Fifty-six aboard. Father, mother, cousins, remoter relatives. A world unto itself, Estelle. He had his own, however damaged. He had a family. Hers were dead. ' (pp 42-3) This is imagery of civilians caught in crossfire.
Early in the book, you meet the hisa [proper noun, never capitalized] who are just so cuddly, while being the dependable workforce from the planet named Downbelow. It has so many overcast days that these natives worship the Sun, and compete for a chance to work on the station and view Sun in its' glory. Satin and Bluetooth take the shuttle up:
' The motion of the ship changed; they held each other a moment in fear, but this men had warned them of, and they had heard that there was a time of great strangeness. They laughed, and joined, and ceased, giddy and delirious. They marveled at the bit of blossoming twig which floated by them in the air, which moved when they batted at it by turns. She reached carefully and plucked it from the air, and laughed again, letting it free. "This is where Sun lives," Bluetooth surmised.... ' (p. 136)
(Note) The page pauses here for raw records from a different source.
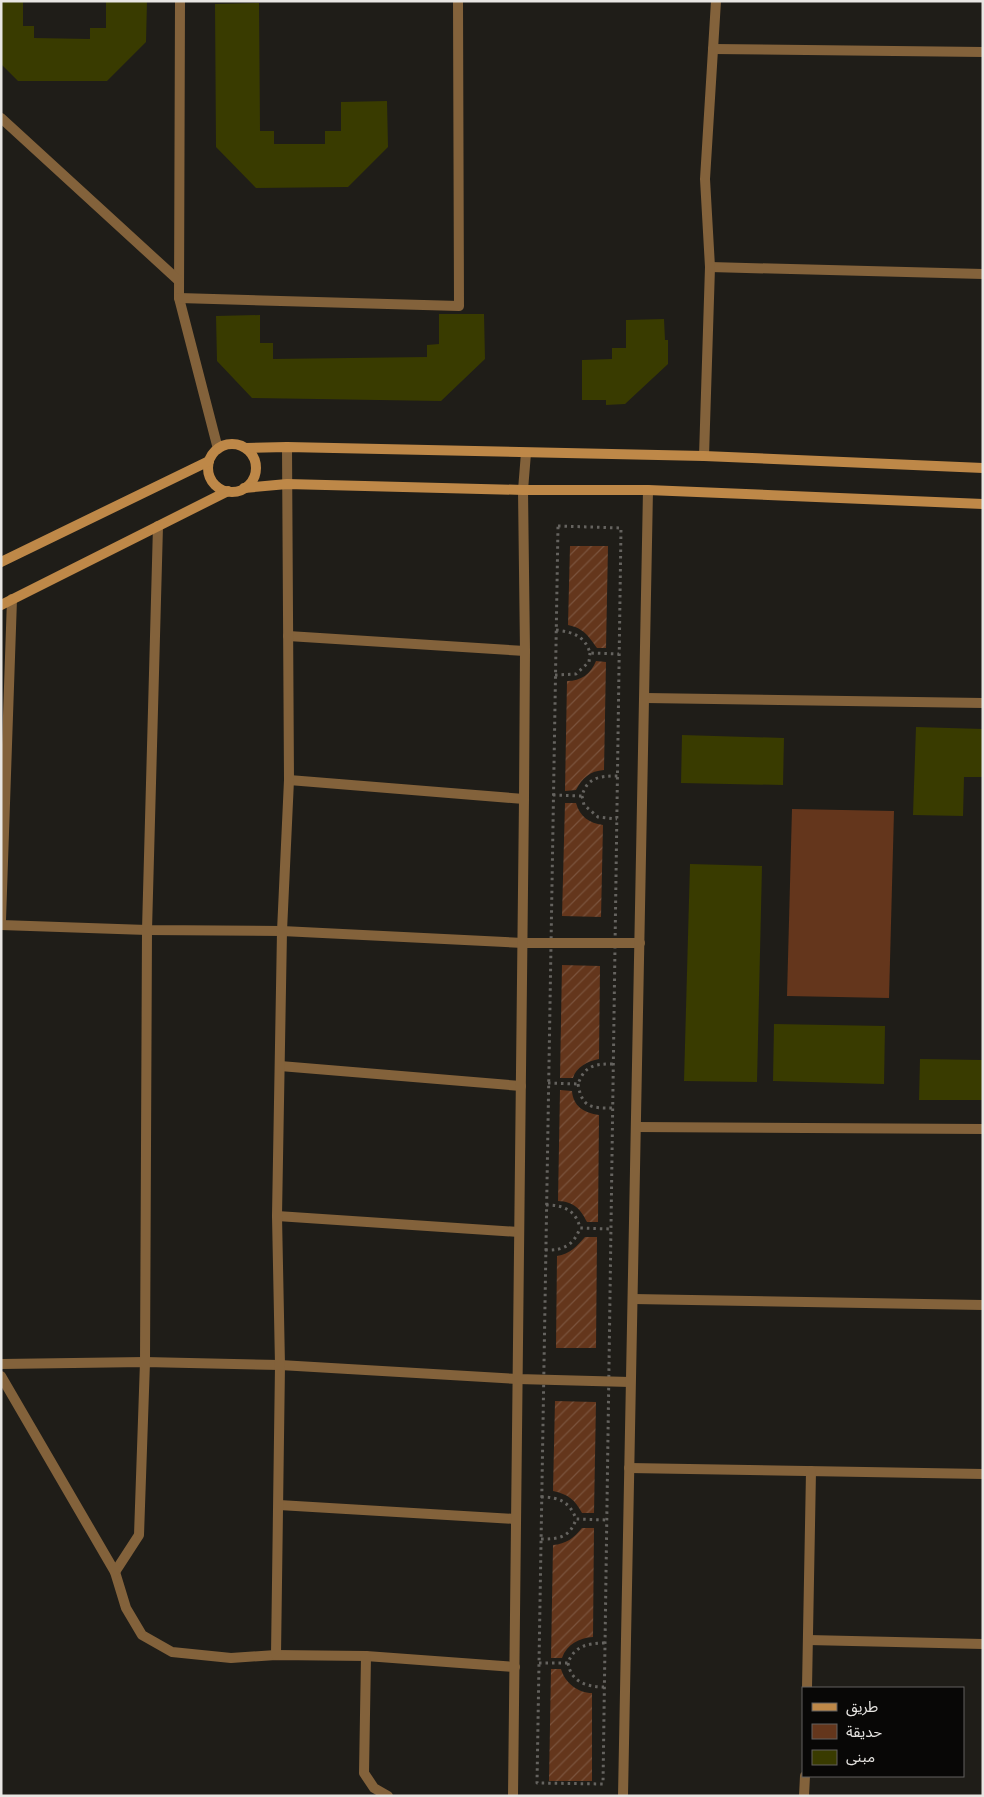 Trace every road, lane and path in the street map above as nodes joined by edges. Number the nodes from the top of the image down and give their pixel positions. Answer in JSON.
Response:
{"nodes":[{"id":1,"x":180,"y":1,"type":"edge"},
{"id":2,"x":458,"y":1,"type":"edge"},
{"id":3,"x":716,"y":1,"type":"edge"},
{"id":4,"x":713,"y":49,"type":"junction"},
{"id":5,"x":983,"y":52,"type":"edge"},
{"id":6,"x":1,"y":118,"type":"edge"},
{"id":7,"x":710,"y":267,"type":"junction"},
{"id":8,"x":983,"y":274,"type":"edge"},
{"id":9,"x":178,"y":280,"type":"junction"},
{"id":10,"x":179,"y":298,"type":"junction"},
{"id":11,"x":287,"y":447,"type":"junction"},
{"id":12,"x":246,"y":448,"type":"junction"},
{"id":13,"x":218,"y":449,"type":"junction"},
{"id":14,"x":526,"y":453,"type":"junction"},
{"id":15,"x":704,"y":456,"type":"junction"},
{"id":16,"x":209,"y":461,"type":"junction"},
{"id":17,"x":983,"y":468,"type":"edge"},
{"id":18,"x":287,"y":484,"type":"junction"},
{"id":19,"x":244,"y":488,"type":"junction"},
{"id":20,"x":522,"y":490,"type":"junction"},
{"id":21,"x":648,"y":490,"type":"junction"},
{"id":22,"x":228,"y":491,"type":"junction"},
{"id":23,"x":983,"y":504,"type":"edge"},
{"id":24,"x":158,"y":526,"type":"junction"},
{"id":25,"x":1,"y":562,"type":"edge"},
{"id":26,"x":12,"y":599,"type":"junction"},
{"id":27,"x":1,"y":605,"type":"edge"},
{"id":28,"x":556,"y":630,"type":"junction"},
{"id":29,"x":288,"y":636,"type":"junction"},
{"id":30,"x":525,"y":651,"type":"junction"},
{"id":31,"x":590,"y":653,"type":"junction"},
{"id":32,"x":619,"y":654,"type":"junction"},
{"id":33,"x":555,"y":675,"type":"junction"},
{"id":34,"x":646,"y":698,"type":"junction"},
{"id":35,"x":983,"y":703,"type":"edge"},
{"id":36,"x":618,"y":776,"type":"junction"},
{"id":37,"x":289,"y":780,"type":"junction"},
{"id":38,"x":553,"y":795,"type":"junction"},
{"id":39,"x":582,"y":796,"type":"junction"},
{"id":40,"x":524,"y":799,"type":"junction"},
{"id":41,"x":617,"y":819,"type":"junction"},
{"id":42,"x":1,"y":920,"type":"edge"},
{"id":43,"x":1,"y":925,"type":"edge"},
{"id":44,"x":146,"y":930,"type":"junction"},
{"id":45,"x":282,"y":931,"type":"junction"},
{"id":46,"x":523,"y":943,"type":"junction"},
{"id":47,"x":550,"y":943,"type":"junction"},
{"id":48,"x":615,"y":943,"type":"junction"},
{"id":49,"x":640,"y":943,"type":"junction"},
{"id":50,"x":613,"y":1064,"type":"junction"},
{"id":51,"x":280,"y":1066,"type":"junction"},
{"id":52,"x":548,"y":1083,"type":"junction"},
{"id":53,"x":578,"y":1084,"type":"junction"},
{"id":54,"x":521,"y":1086,"type":"junction"},
{"id":55,"x":613,"y":1108,"type":"junction"},
{"id":56,"x":636,"y":1127,"type":"junction"},
{"id":57,"x":983,"y":1129,"type":"edge"},
{"id":58,"x":546,"y":1205,"type":"junction"},
{"id":59,"x":277,"y":1216,"type":"junction"},
{"id":60,"x":580,"y":1228,"type":"junction"},
{"id":61,"x":611,"y":1229,"type":"junction"},
{"id":62,"x":519,"y":1232,"type":"junction"},
{"id":63,"x":545,"y":1250,"type":"junction"},
{"id":64,"x":633,"y":1299,"type":"junction"},
{"id":65,"x":983,"y":1305,"type":"edge"},
{"id":66,"x":144,"y":1362,"type":"junction"},
{"id":67,"x":1,"y":1364,"type":"edge"},
{"id":68,"x":280,"y":1364,"type":"junction"},
{"id":69,"x":1,"y":1376,"type":"edge"},
{"id":70,"x":518,"y":1379,"type":"junction"},
{"id":71,"x":543,"y":1380,"type":"junction"},
{"id":72,"x":609,"y":1382,"type":"junction"},
{"id":73,"x":630,"y":1382,"type":"junction"},
{"id":74,"x":629,"y":1468,"type":"junction"},
{"id":75,"x":811,"y":1471,"type":"junction"},
{"id":76,"x":983,"y":1474,"type":"edge"},
{"id":77,"x":541,"y":1497,"type":"junction"},
{"id":78,"x":279,"y":1505,"type":"junction"},
{"id":79,"x":516,"y":1519,"type":"junction"},
{"id":80,"x":576,"y":1519,"type":"junction"},
{"id":81,"x":607,"y":1520,"type":"junction"},
{"id":82,"x":540,"y":1539,"type":"junction"},
{"id":83,"x":115,"y":1572,"type":"junction"},
{"id":84,"x":808,"y":1640,"type":"junction"},
{"id":85,"x":605,"y":1643,"type":"junction"},
{"id":86,"x":983,"y":1644,"type":"edge"},
{"id":87,"x":276,"y":1655,"type":"junction"},
{"id":88,"x":366,"y":1656,"type":"junction"},
{"id":89,"x":538,"y":1663,"type":"junction"},
{"id":90,"x":568,"y":1663,"type":"junction"},
{"id":91,"x":514,"y":1667,"type":"junction"},
{"id":92,"x":604,"y":1687,"type":"junction"},
{"id":93,"x":807,"y":1687,"type":"edge"},
{"id":94,"x":805,"y":1777,"type":"edge"},
{"id":95,"x":388,"y":1796,"type":"edge"},
{"id":96,"x":513,"y":1796,"type":"edge"},
{"id":97,"x":623,"y":1796,"type":"edge"},
{"id":98,"x":804,"y":1796,"type":"edge"}],
"edges":[{"from":1,"to":9,"type":"street"},
{"from":2,"to":10,"type":"street"},
{"from":3,"to":4,"type":"street"},
{"from":4,"to":5,"type":"street"},
{"from":4,"to":7,"type":"street"},
{"from":6,"to":9,"type":"street"},
{"from":7,"to":8,"type":"street"},
{"from":7,"to":15,"type":"street"},
{"from":9,"to":10,"type":"street"},
{"from":10,"to":13,"type":"street"},
{"from":11,"to":12,"type":"street"},
{"from":11,"to":14,"type":"street"},
{"from":11,"to":18,"type":"street"},
{"from":12,"to":13,"type":"street"},
{"from":12,"to":19,"type":"street"},
{"from":13,"to":16,"type":"street"},
{"from":14,"to":15,"type":"street"},
{"from":14,"to":20,"type":"street"},
{"from":15,"to":17,"type":"street"},
{"from":16,"to":22,"type":"street"},
{"from":16,"to":25,"type":"street"},
{"from":18,"to":19,"type":"street"},
{"from":18,"to":20,"type":"street"},
{"from":18,"to":29,"type":"street"},
{"from":19,"to":22,"type":"street"},
{"from":20,"to":21,"type":"street"},
{"from":20,"to":30,"type":"street"},
{"from":21,"to":23,"type":"street"},
{"from":21,"to":34,"type":"street"},
{"from":22,"to":24,"type":"street"},
{"from":24,"to":26,"type":"street"},
{"from":24,"to":44,"type":"street"},
{"from":26,"to":27,"type":"street"},
{"from":26,"to":42,"type":"street"},
{"from":28,"to":31,"type":"path"},
{"from":28,"to":32,"type":"path"},
{"from":28,"to":33,"type":"path"},
{"from":29,"to":30,"type":"street"},
{"from":29,"to":37,"type":"street"},
{"from":30,"to":40,"type":"street"},
{"from":31,"to":32,"type":"path"},
{"from":31,"to":33,"type":"path"},
{"from":32,"to":36,"type":"path"},
{"from":33,"to":38,"type":"path"},
{"from":34,"to":35,"type":"street"},
{"from":34,"to":49,"type":"street"},
{"from":36,"to":39,"type":"path"},
{"from":36,"to":41,"type":"path"},
{"from":37,"to":40,"type":"street"},
{"from":37,"to":45,"type":"street"},
{"from":38,"to":39,"type":"path"},
{"from":38,"to":47,"type":"path"},
{"from":39,"to":41,"type":"path"},
{"from":40,"to":46,"type":"street"},
{"from":41,"to":48,"type":"path"},
{"from":43,"to":44,"type":"street"},
{"from":44,"to":45,"type":"street"},
{"from":44,"to":66,"type":"street"},
{"from":45,"to":46,"type":"street"},
{"from":45,"to":51,"type":"street"},
{"from":46,"to":47,"type":"street"},
{"from":46,"to":54,"type":"street"},
{"from":47,"to":48,"type":"street"},
{"from":47,"to":52,"type":"path"},
{"from":48,"to":49,"type":"street"},
{"from":48,"to":50,"type":"path"},
{"from":49,"to":56,"type":"street"},
{"from":50,"to":53,"type":"path"},
{"from":50,"to":55,"type":"path"},
{"from":51,"to":54,"type":"street"},
{"from":51,"to":59,"type":"street"},
{"from":52,"to":53,"type":"path"},
{"from":52,"to":58,"type":"path"},
{"from":53,"to":55,"type":"path"},
{"from":54,"to":62,"type":"street"},
{"from":55,"to":61,"type":"path"},
{"from":56,"to":57,"type":"street"},
{"from":56,"to":64,"type":"street"},
{"from":58,"to":60,"type":"path"},
{"from":58,"to":63,"type":"path"},
{"from":59,"to":62,"type":"street"},
{"from":59,"to":68,"type":"street"},
{"from":60,"to":61,"type":"path"},
{"from":60,"to":63,"type":"path"},
{"from":61,"to":72,"type":"path"},
{"from":62,"to":70,"type":"street"},
{"from":63,"to":71,"type":"path"},
{"from":64,"to":65,"type":"street"},
{"from":64,"to":73,"type":"street"},
{"from":66,"to":67,"type":"street"},
{"from":66,"to":68,"type":"street"},
{"from":66,"to":83,"type":"street"},
{"from":68,"to":70,"type":"street"},
{"from":68,"to":78,"type":"street"},
{"from":69,"to":83,"type":"street"},
{"from":70,"to":71,"type":"street"},
{"from":70,"to":79,"type":"street"},
{"from":71,"to":72,"type":"street"},
{"from":71,"to":77,"type":"path"},
{"from":72,"to":73,"type":"street"},
{"from":72,"to":81,"type":"path"},
{"from":73,"to":74,"type":"street"},
{"from":74,"to":75,"type":"street"},
{"from":74,"to":97,"type":"street"},
{"from":75,"to":76,"type":"street"},
{"from":75,"to":84,"type":"street"},
{"from":77,"to":80,"type":"path"},
{"from":77,"to":82,"type":"path"},
{"from":78,"to":79,"type":"street"},
{"from":78,"to":87,"type":"street"},
{"from":79,"to":91,"type":"street"},
{"from":80,"to":81,"type":"path"},
{"from":80,"to":82,"type":"path"},
{"from":81,"to":85,"type":"path"},
{"from":82,"to":89,"type":"path"},
{"from":83,"to":87,"type":"street"},
{"from":84,"to":86,"type":"street"},
{"from":84,"to":93,"type":"street"},
{"from":85,"to":90,"type":"path"},
{"from":85,"to":92,"type":"path"},
{"from":87,"to":88,"type":"street"},
{"from":88,"to":91,"type":"street"},
{"from":88,"to":95,"type":"street"},
{"from":89,"to":90,"type":"path"},
{"from":89,"to":92,"type":"path"},
{"from":90,"to":92,"type":"path"},
{"from":91,"to":96,"type":"street"},
{"from":94,"to":98,"type":"street"}]} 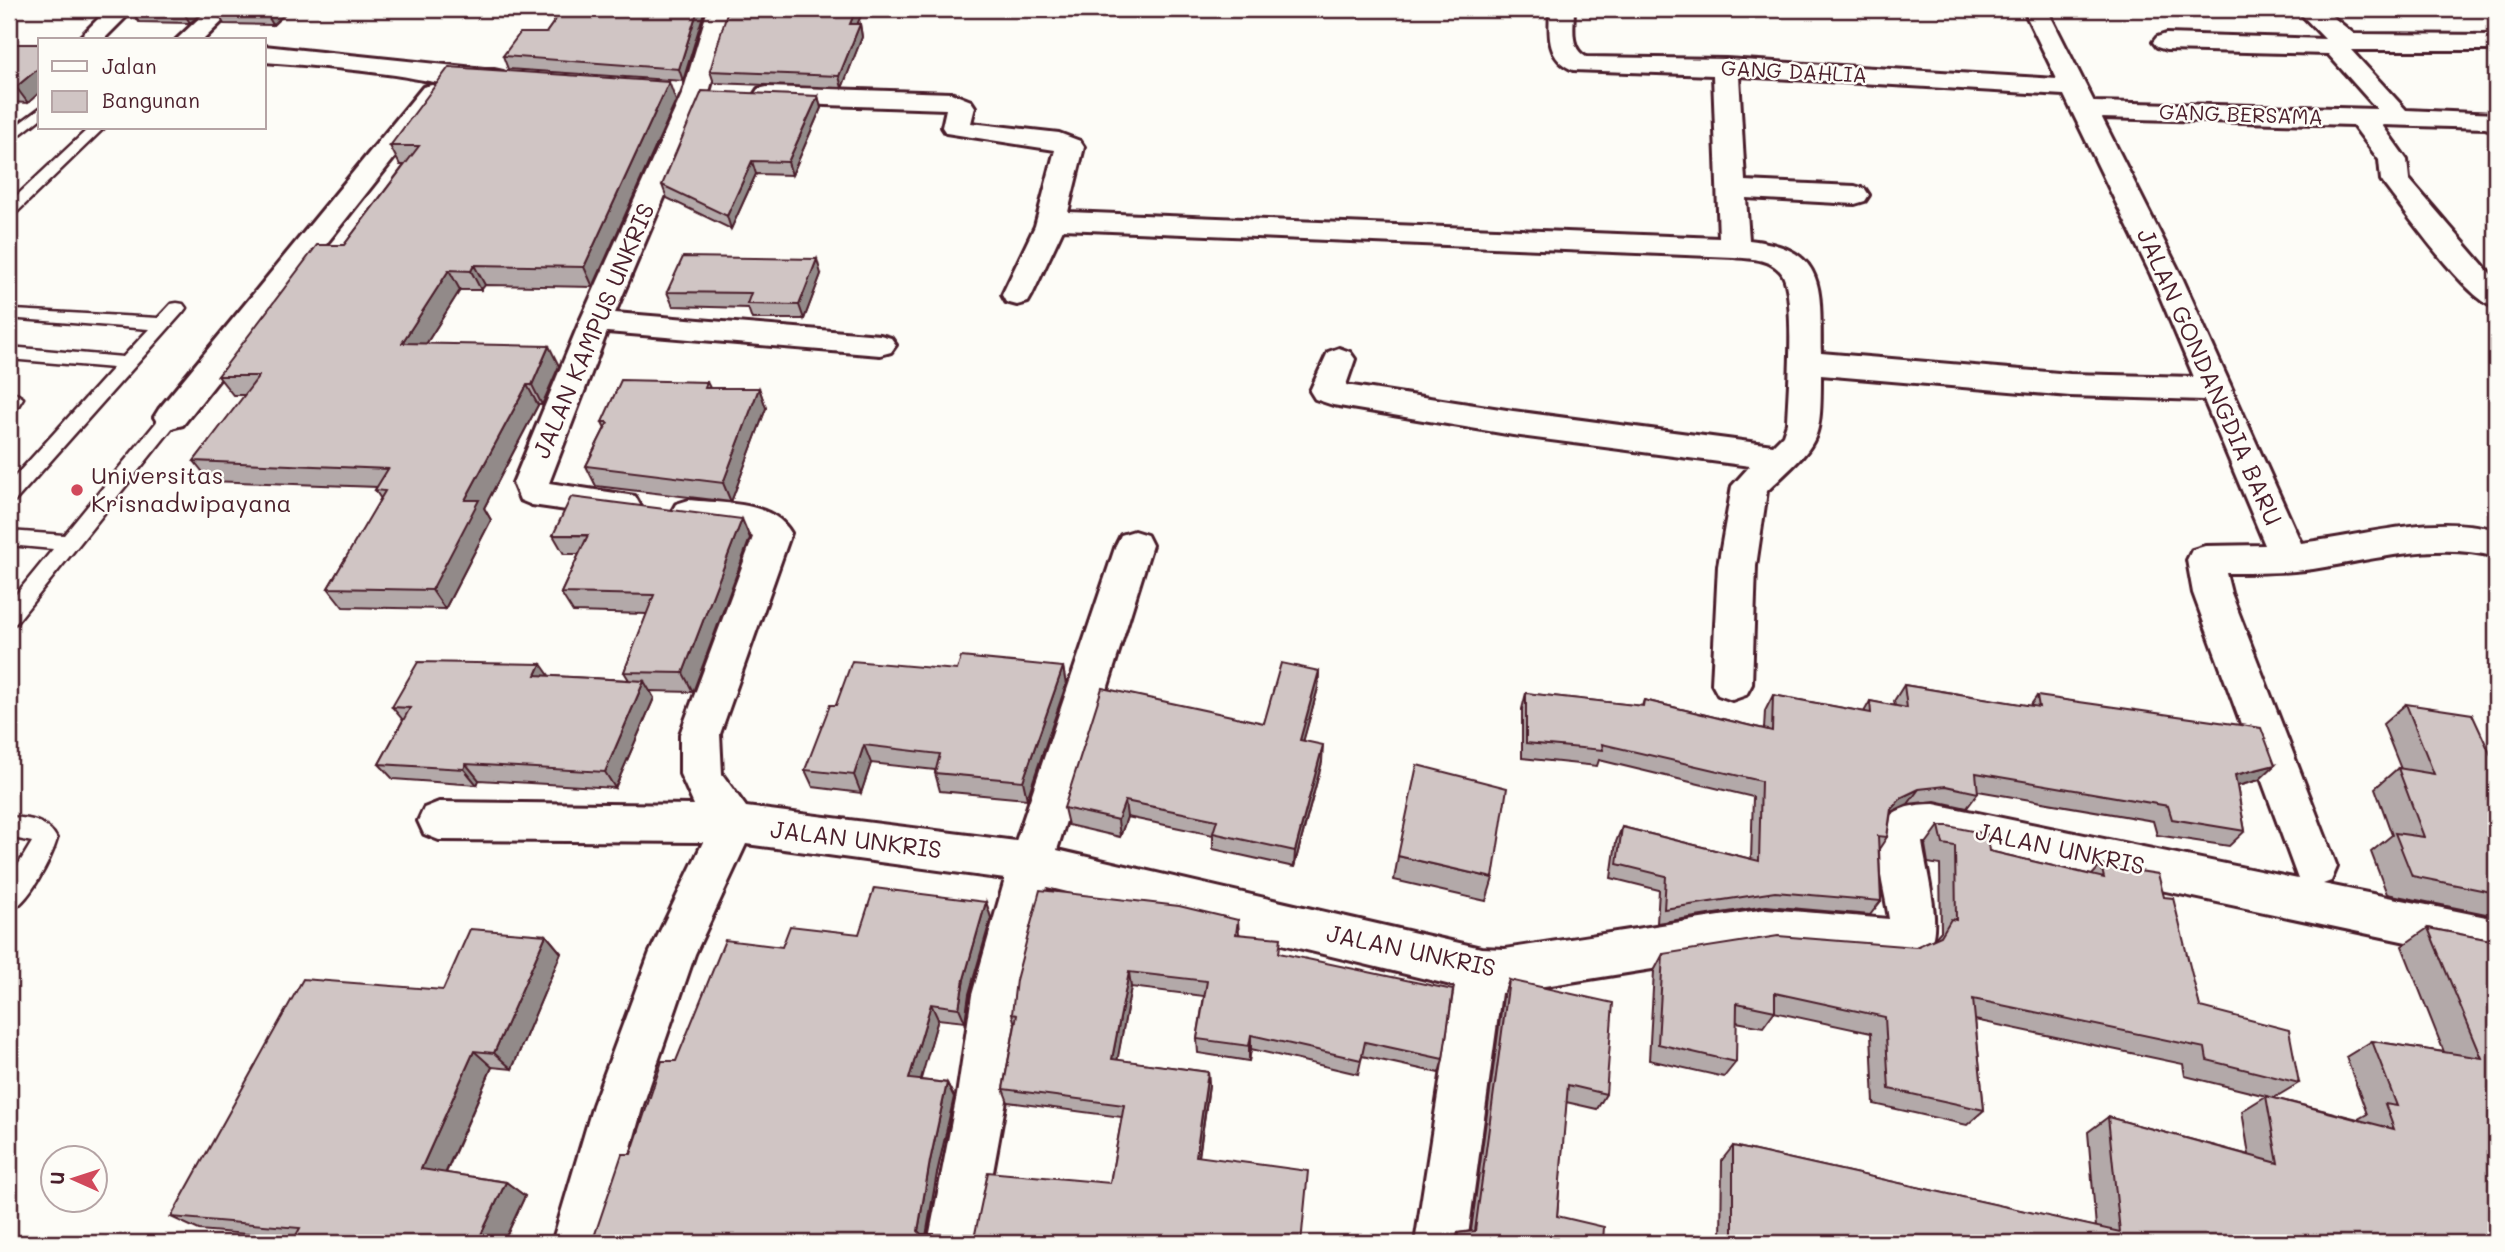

Each character has a name, and a part to play in this drama. I wondered how the Captains commanding the warships could be so homicidal; they are almost as frightening as those of their enemy, the Union. The impact is greatest when both parties engage in a siege using the station as a base, and plans are made to destroy it when the Company ships depart. Separately, the Konstantins cajole or face down the players. [The editor did not notice Bluetooth here taking part in action on both the planet and station simultaneously. Minus one star.]
The writing is couched in slang; certain crises develop upon sudden un-docking of ships. This destabilizes the station and threatens the lives of those aboard. That, and a few references to needing tranquilizers for FTL flight, require the reader to pay close attention as we careen toward a surprise ending. (Minus one star.)
This is a bleak vision of the venues experienced by Solar Clipper crews in Quarter Share (Trader's Tales From The Golden Age Of The Solar Clipper) (Volume 1).